HOW TO COMPLETE THIS TASK. Work out how many lines below hold the string "下倉小出線" and state only that figure.

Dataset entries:
+ + + +

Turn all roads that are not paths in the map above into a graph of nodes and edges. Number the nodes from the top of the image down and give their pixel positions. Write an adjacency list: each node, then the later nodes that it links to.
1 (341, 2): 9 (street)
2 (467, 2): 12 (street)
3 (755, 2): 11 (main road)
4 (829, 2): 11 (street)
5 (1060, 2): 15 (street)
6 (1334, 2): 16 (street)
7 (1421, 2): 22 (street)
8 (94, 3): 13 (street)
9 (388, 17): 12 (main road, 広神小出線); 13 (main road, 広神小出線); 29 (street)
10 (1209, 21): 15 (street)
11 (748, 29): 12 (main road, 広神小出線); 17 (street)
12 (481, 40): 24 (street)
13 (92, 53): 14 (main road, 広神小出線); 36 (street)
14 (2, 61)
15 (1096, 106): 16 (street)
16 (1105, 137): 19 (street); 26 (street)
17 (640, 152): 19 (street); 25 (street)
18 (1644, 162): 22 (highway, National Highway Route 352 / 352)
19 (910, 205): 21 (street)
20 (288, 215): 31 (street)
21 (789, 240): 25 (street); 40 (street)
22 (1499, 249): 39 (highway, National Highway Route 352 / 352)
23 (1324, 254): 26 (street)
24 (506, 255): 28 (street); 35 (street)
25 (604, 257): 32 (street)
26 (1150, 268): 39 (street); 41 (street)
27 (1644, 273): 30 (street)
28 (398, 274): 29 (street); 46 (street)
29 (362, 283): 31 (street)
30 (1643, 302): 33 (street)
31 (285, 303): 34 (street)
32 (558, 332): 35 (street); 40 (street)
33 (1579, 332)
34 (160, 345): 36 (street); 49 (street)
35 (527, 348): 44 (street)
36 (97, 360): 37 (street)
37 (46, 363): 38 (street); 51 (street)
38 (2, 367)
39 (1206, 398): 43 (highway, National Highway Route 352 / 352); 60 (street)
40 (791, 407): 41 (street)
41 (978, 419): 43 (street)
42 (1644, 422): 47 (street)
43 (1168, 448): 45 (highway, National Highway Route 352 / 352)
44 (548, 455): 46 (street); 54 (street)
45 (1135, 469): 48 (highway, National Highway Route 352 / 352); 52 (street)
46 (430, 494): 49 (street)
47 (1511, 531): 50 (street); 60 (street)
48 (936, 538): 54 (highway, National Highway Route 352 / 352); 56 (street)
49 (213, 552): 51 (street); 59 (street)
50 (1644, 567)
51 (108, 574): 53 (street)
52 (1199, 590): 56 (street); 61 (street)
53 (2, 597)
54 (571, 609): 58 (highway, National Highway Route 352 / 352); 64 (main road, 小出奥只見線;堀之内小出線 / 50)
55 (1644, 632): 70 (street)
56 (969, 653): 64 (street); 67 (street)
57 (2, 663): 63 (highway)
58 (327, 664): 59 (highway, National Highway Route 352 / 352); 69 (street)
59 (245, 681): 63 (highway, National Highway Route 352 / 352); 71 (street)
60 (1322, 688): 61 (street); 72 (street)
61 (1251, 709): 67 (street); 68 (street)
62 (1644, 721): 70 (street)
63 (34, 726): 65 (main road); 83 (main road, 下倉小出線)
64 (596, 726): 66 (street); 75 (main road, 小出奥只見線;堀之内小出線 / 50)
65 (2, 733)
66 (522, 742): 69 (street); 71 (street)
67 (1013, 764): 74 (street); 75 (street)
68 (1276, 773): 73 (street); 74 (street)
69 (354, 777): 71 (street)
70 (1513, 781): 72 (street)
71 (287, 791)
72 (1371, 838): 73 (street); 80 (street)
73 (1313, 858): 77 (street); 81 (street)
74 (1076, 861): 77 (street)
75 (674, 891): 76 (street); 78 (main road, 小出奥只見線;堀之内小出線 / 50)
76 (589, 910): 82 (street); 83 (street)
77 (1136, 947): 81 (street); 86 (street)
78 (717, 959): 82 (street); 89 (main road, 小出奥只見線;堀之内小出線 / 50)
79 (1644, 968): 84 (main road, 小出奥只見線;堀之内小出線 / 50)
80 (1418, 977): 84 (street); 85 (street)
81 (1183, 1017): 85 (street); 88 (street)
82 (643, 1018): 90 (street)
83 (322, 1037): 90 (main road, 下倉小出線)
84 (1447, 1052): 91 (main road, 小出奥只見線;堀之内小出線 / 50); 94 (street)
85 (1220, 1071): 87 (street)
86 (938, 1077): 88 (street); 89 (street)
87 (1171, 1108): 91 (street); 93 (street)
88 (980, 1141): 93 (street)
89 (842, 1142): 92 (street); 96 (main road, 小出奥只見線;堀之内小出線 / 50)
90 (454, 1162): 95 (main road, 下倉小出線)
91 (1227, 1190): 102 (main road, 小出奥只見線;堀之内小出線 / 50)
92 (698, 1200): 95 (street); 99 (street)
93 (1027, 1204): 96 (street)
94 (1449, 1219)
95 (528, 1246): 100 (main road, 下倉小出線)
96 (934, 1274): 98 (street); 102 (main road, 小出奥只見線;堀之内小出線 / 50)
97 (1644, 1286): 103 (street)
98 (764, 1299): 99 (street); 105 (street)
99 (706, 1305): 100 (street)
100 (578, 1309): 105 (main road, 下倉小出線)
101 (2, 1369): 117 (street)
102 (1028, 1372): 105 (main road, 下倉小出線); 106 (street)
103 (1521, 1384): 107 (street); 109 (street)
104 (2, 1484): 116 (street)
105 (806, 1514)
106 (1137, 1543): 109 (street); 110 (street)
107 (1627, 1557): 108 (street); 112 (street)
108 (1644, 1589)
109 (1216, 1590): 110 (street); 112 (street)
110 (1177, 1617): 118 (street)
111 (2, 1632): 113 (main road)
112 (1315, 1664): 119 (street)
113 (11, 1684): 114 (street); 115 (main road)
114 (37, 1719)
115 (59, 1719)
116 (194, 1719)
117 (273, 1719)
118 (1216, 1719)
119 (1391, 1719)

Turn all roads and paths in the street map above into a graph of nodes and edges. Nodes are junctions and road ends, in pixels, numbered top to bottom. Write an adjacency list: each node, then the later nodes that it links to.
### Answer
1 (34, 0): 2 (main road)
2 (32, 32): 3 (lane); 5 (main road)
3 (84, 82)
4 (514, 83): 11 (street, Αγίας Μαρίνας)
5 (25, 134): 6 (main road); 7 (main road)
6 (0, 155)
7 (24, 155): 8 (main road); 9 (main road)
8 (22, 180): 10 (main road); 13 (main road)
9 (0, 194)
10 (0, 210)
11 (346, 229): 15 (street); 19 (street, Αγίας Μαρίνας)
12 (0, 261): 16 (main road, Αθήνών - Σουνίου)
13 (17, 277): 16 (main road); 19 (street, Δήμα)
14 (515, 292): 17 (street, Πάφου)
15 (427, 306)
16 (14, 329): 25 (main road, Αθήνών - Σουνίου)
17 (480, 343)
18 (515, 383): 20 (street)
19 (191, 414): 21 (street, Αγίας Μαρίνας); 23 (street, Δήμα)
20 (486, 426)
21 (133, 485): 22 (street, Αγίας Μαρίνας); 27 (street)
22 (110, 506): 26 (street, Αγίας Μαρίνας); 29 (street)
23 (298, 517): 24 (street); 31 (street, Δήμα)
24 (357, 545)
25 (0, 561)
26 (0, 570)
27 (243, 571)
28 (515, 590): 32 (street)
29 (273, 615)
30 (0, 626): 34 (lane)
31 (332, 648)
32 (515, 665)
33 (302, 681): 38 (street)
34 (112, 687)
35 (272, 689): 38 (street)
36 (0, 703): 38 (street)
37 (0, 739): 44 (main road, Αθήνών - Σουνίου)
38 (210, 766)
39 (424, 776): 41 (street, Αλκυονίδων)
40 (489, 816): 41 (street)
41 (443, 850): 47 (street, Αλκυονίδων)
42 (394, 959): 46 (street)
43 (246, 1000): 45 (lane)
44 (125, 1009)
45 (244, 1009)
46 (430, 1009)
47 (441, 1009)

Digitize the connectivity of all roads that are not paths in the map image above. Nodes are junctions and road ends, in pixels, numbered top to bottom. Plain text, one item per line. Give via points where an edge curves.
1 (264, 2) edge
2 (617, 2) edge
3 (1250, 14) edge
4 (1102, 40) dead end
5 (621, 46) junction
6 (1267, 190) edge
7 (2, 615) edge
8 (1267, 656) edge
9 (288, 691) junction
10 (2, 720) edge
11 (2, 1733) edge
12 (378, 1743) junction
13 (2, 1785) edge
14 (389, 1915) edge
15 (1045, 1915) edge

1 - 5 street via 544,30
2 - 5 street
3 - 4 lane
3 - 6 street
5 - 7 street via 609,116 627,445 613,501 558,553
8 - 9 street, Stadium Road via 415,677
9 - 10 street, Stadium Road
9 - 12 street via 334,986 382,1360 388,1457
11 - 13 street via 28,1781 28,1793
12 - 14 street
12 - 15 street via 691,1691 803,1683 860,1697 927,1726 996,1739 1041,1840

+ + + +

EXERCISE ANSWER. 6